## Saved entries
# # # # #

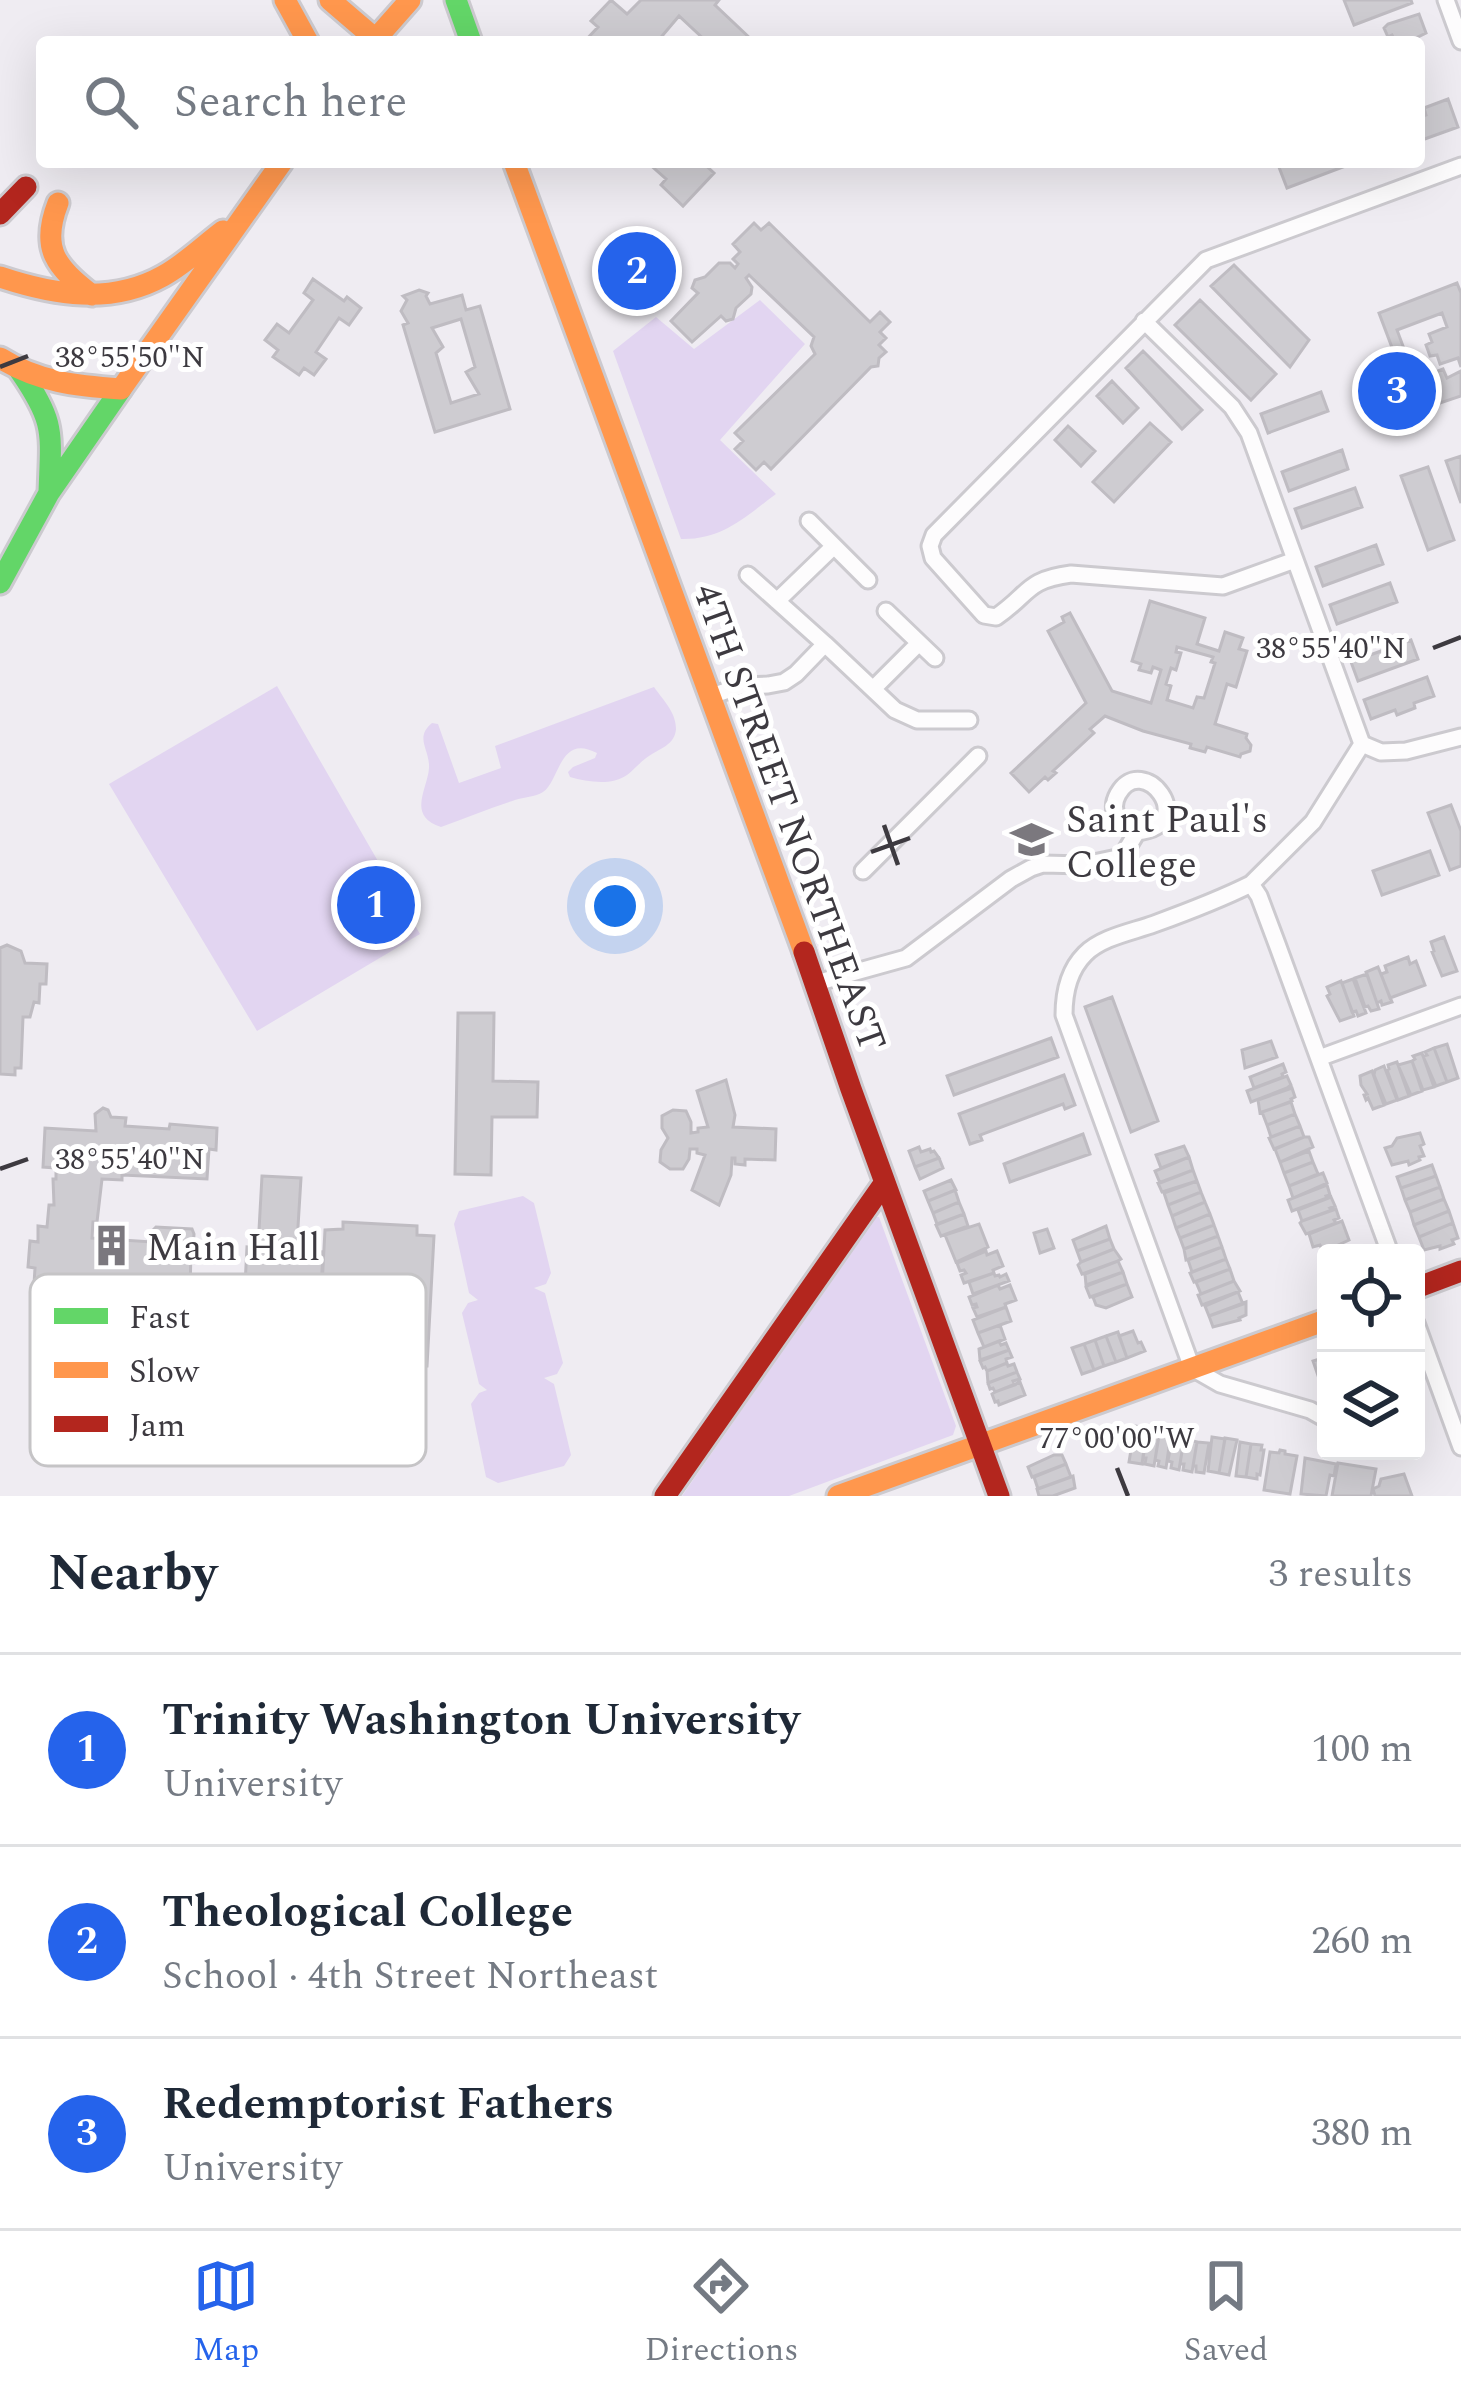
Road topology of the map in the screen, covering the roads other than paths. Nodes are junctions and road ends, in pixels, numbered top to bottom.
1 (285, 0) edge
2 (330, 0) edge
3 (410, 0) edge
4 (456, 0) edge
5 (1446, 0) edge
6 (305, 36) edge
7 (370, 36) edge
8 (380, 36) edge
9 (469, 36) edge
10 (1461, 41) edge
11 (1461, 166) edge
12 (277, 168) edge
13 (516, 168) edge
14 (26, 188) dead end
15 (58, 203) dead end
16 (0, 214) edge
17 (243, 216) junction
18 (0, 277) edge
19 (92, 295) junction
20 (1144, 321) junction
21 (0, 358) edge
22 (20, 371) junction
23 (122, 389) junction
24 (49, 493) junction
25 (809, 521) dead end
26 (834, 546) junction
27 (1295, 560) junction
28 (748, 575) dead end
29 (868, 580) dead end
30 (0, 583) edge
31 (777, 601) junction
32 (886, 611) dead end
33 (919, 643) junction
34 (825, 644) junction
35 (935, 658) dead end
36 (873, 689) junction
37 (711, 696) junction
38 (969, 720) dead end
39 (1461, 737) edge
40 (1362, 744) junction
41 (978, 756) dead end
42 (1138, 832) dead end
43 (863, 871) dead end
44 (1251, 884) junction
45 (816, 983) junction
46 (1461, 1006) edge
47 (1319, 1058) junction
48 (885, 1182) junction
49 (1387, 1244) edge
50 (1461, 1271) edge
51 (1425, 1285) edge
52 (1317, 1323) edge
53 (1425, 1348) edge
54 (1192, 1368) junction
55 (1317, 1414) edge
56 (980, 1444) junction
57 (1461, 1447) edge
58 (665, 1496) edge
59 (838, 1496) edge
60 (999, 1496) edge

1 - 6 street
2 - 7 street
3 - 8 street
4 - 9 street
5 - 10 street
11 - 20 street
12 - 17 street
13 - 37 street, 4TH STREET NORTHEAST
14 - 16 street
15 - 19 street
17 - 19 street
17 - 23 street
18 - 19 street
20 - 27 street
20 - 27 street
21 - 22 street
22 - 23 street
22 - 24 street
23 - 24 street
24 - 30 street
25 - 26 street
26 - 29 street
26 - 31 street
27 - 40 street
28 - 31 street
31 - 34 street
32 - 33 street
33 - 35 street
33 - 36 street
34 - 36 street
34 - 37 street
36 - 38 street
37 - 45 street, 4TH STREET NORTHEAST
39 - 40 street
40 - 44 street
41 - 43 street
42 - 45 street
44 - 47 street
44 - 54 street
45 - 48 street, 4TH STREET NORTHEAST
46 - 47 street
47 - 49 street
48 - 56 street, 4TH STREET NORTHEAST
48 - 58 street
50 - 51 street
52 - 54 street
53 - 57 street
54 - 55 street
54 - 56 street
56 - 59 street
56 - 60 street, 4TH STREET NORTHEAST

# # # # #

## The task
Copy out all the records exactly as they read, and omit the pictures.

## Task output
Road topology of the map in the screen, covering the roads other than paths. Nodes are junctions and road ends, in pixels, numbered top to bottom.
1 (285, 0) edge
2 (330, 0) edge
3 (410, 0) edge
4 (456, 0) edge
5 (1446, 0) edge
6 (305, 36) edge
7 (370, 36) edge
8 (380, 36) edge
9 (469, 36) edge
10 (1461, 41) edge
11 (1461, 166) edge
12 (277, 168) edge
13 (516, 168) edge
14 (26, 188) dead end
15 (58, 203) dead end
16 (0, 214) edge
17 (243, 216) junction
18 (0, 277) edge
19 (92, 295) junction
20 (1144, 321) junction
21 (0, 358) edge
22 (20, 371) junction
23 (122, 389) junction
24 (49, 493) junction
25 (809, 521) dead end
26 (834, 546) junction
27 (1295, 560) junction
28 (748, 575) dead end
29 (868, 580) dead end
30 (0, 583) edge
31 (777, 601) junction
32 (886, 611) dead end
33 (919, 643) junction
34 (825, 644) junction
35 (935, 658) dead end
36 (873, 689) junction
37 (711, 696) junction
38 (969, 720) dead end
39 (1461, 737) edge
40 (1362, 744) junction
41 (978, 756) dead end
42 (1138, 832) dead end
43 (863, 871) dead end
44 (1251, 884) junction
45 (816, 983) junction
46 (1461, 1006) edge
47 (1319, 1058) junction
48 (885, 1182) junction
49 (1387, 1244) edge
50 (1461, 1271) edge
51 (1425, 1285) edge
52 (1317, 1323) edge
53 (1425, 1348) edge
54 (1192, 1368) junction
55 (1317, 1414) edge
56 (980, 1444) junction
57 (1461, 1447) edge
58 (665, 1496) edge
59 (838, 1496) edge
60 (999, 1496) edge

1 - 6 street
2 - 7 street
3 - 8 street
4 - 9 street
5 - 10 street
11 - 20 street
12 - 17 street
13 - 37 street, 4TH STREET NORTHEAST
14 - 16 street
15 - 19 street
17 - 19 street
17 - 23 street
18 - 19 street
20 - 27 street
20 - 27 street
21 - 22 street
22 - 23 street
22 - 24 street
23 - 24 street
24 - 30 street
25 - 26 street
26 - 29 street
26 - 31 street
27 - 40 street
28 - 31 street
31 - 34 street
32 - 33 street
33 - 35 street
33 - 36 street
34 - 36 street
34 - 37 street
36 - 38 street
37 - 45 street, 4TH STREET NORTHEAST
39 - 40 street
40 - 44 street
41 - 43 street
42 - 45 street
44 - 47 street
44 - 54 street
45 - 48 street, 4TH STREET NORTHEAST
46 - 47 street
47 - 49 street
48 - 56 street, 4TH STREET NORTHEAST
48 - 58 street
50 - 51 street
52 - 54 street
53 - 57 street
54 - 55 street
54 - 56 street
56 - 59 street
56 - 60 street, 4TH STREET NORTHEAST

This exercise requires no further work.